> Assigned task: Set out each line from the following listing that includes the word "highway".

> Available data:

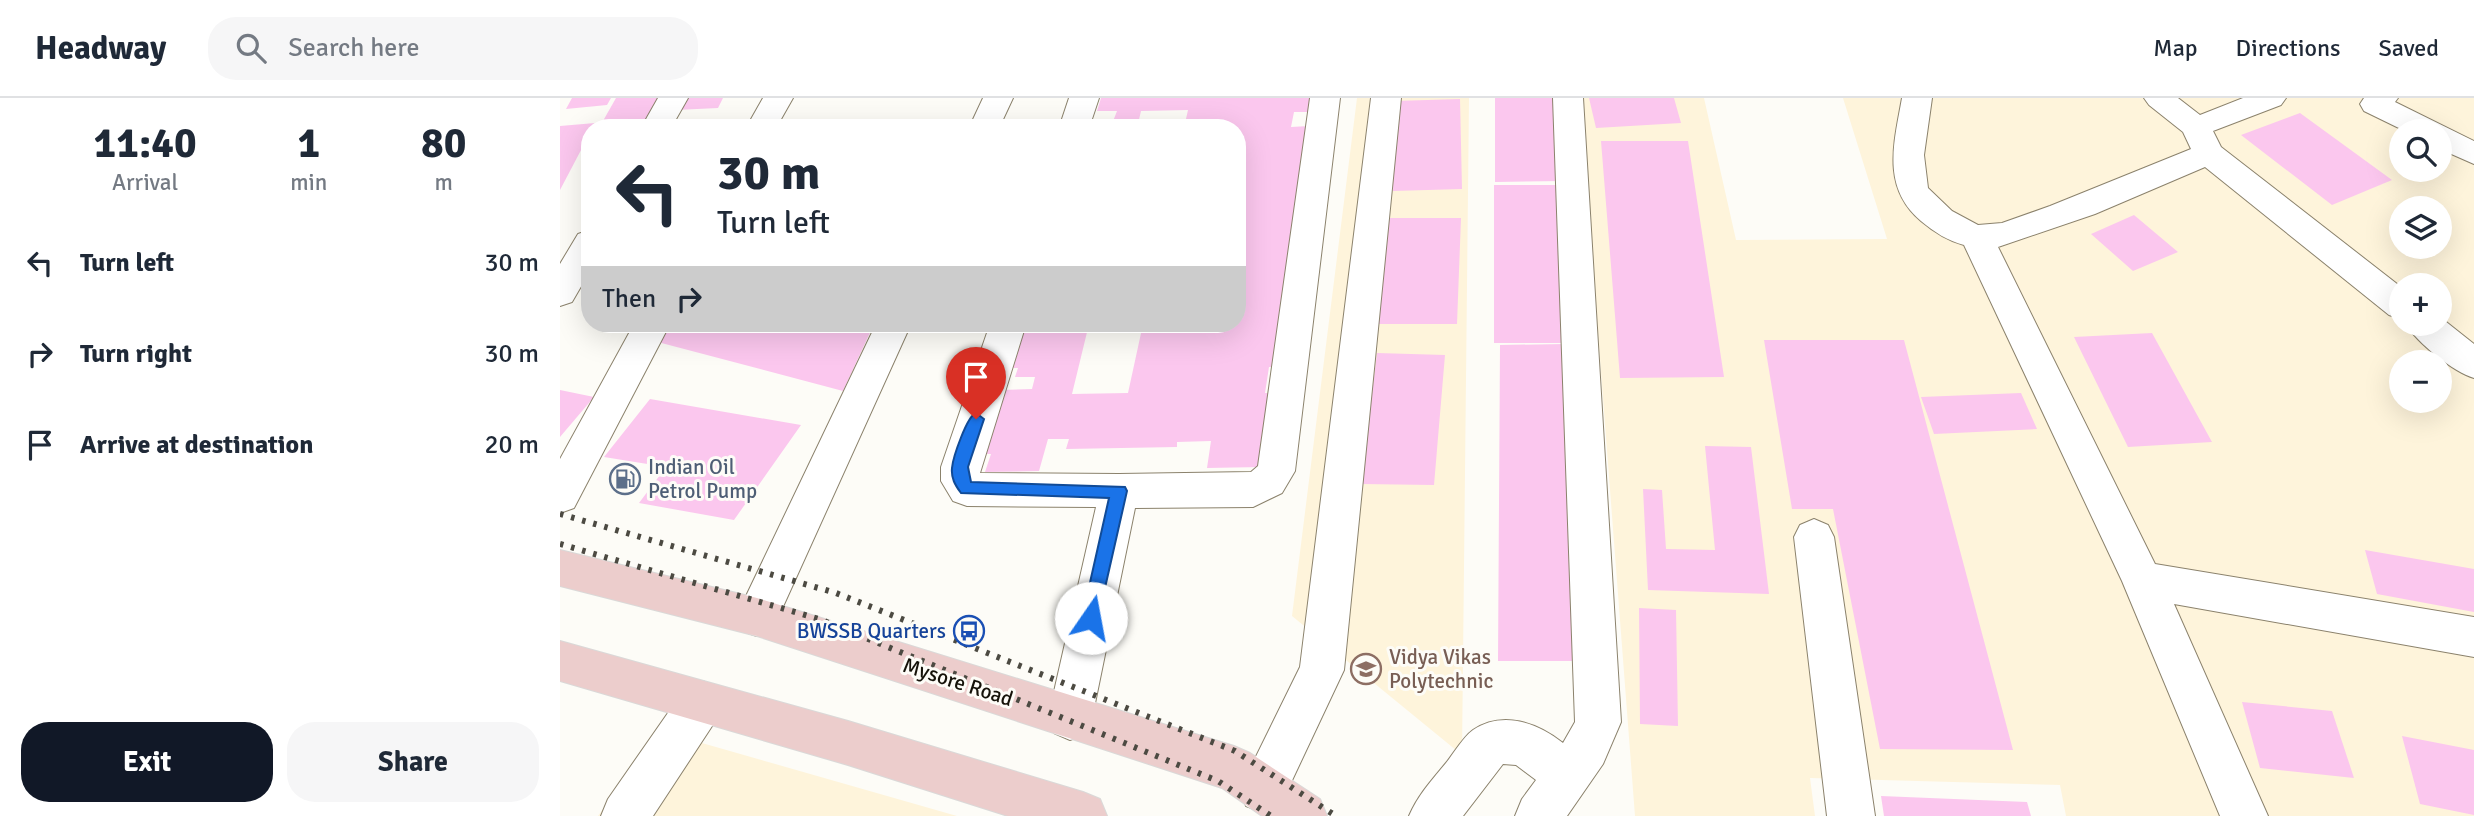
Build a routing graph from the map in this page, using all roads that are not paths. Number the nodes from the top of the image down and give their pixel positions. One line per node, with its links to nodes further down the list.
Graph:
1 (673, 98): 12 (street)
2 (778, 98): 13 (street)
3 (998, 98): 14 (street)
4 (1084, 98): 15 (street)
5 (1325, 98): 29 (street)
6 (1386, 98): 40 (street)
7 (1568, 98): 39 (street)
8 (1917, 98): 20 (street)
9 (2159, 98): 17 (street)
10 (2271, 98): 17 (street)
11 (2383, 98): 16 (street)
12 (661, 119)
13 (766, 119)
14 (988, 119)
15 (1077, 119)
16 (2405, 119)
17 (2202, 140): 20 (street); 23 (street)
18 (2452, 142): 19 (street)
19 (2474, 153)
20 (1977, 237): 33 (street)
21 (581, 256): 22 (street)
22 (562, 287)
23 (2389, 296)
24 (647, 333): 30 (street)
25 (889, 333): 34 (street)
26 (1005, 333): 29 (street)
27 (2439, 336): 28 (street)
28 (2474, 363)
29 (1119, 491): 38 (street)
30 (560, 496)
31 (1814, 537): 46 (street)
32 (560, 568): 34 (highway, Mysore Road)
33 (2142, 580): 35 (street); 47 (street)
34 (757, 617): 38 (highway, Mysore Road)
35 (2474, 637)
36 (560, 662): 37 (highway)
37 (702, 702): 41 (street); 42 (highway)
38 (1070, 718): 40 (highway, Mysore Road)
39 (1566, 776): 44 (street); 45 (street)
40 (1263, 789): 43 (highway, Mysore Road)
41 (625, 816)
42 (1083, 816)
43 (1303, 816)
44 (1433, 816)
45 (1539, 816)
46 (1851, 816)
47 (2244, 816)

> Expected answer:
32 (560, 568): 34 (highway, Mysore Road)
34 (757, 617): 38 (highway, Mysore Road)
36 (560, 662): 37 (highway)
37 (702, 702): 41 (street); 42 (highway)
38 (1070, 718): 40 (highway, Mysore Road)
40 (1263, 789): 43 (highway, Mysore Road)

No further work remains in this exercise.